▸ **REQUIRED ACTION**
Scan the records and identify every line in which the string "junction" occurs, then return those lines.

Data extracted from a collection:
******

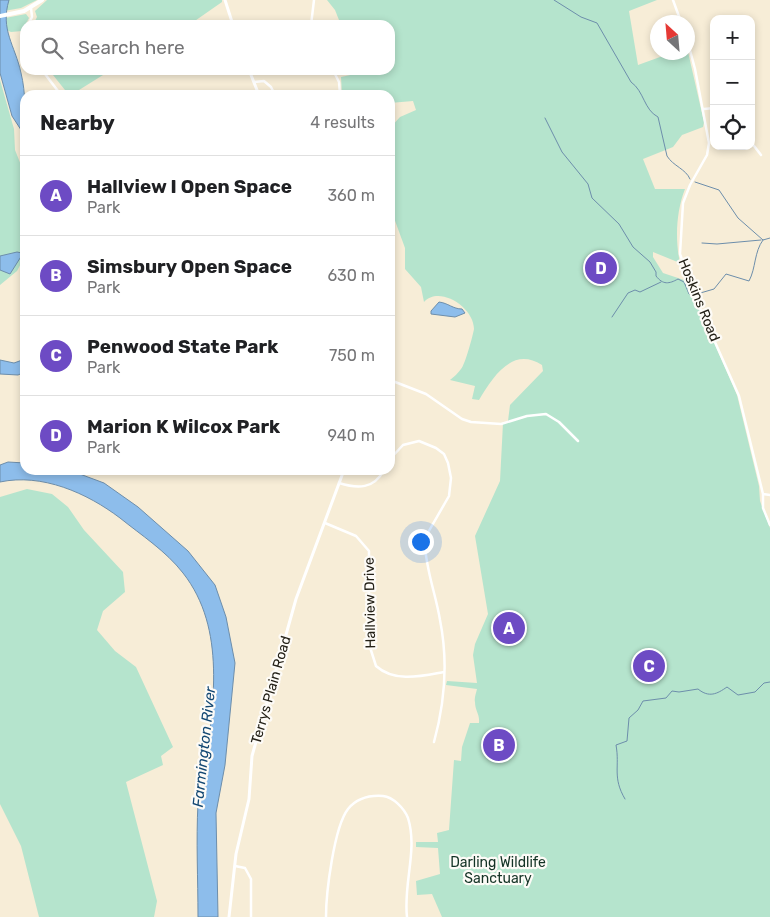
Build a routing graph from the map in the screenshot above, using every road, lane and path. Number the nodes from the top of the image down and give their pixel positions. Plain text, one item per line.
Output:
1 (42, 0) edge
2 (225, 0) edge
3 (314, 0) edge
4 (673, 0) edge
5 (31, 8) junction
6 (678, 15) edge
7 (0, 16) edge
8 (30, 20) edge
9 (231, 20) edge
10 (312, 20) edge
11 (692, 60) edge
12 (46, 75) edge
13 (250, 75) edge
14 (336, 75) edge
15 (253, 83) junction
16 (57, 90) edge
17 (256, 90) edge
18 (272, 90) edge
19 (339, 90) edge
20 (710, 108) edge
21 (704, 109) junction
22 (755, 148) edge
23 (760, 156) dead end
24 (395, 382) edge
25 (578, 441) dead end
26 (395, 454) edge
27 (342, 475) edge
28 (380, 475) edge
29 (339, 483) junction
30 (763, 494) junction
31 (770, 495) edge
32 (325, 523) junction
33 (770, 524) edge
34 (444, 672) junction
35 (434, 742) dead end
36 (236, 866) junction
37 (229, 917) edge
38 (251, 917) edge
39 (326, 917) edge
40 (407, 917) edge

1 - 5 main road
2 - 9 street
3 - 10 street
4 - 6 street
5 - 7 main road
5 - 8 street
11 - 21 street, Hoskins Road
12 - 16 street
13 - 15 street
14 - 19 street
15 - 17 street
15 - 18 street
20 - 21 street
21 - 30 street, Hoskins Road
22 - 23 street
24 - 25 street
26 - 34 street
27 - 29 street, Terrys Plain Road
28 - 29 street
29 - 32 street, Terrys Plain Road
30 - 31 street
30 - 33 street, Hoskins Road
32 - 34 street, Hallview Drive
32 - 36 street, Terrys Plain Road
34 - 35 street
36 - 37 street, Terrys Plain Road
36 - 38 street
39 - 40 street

******

▸ **EXPECTED OUTPUT**
5 (31, 8) junction
15 (253, 83) junction
21 (704, 109) junction
29 (339, 483) junction
30 (763, 494) junction
32 (325, 523) junction
34 (444, 672) junction
36 (236, 866) junction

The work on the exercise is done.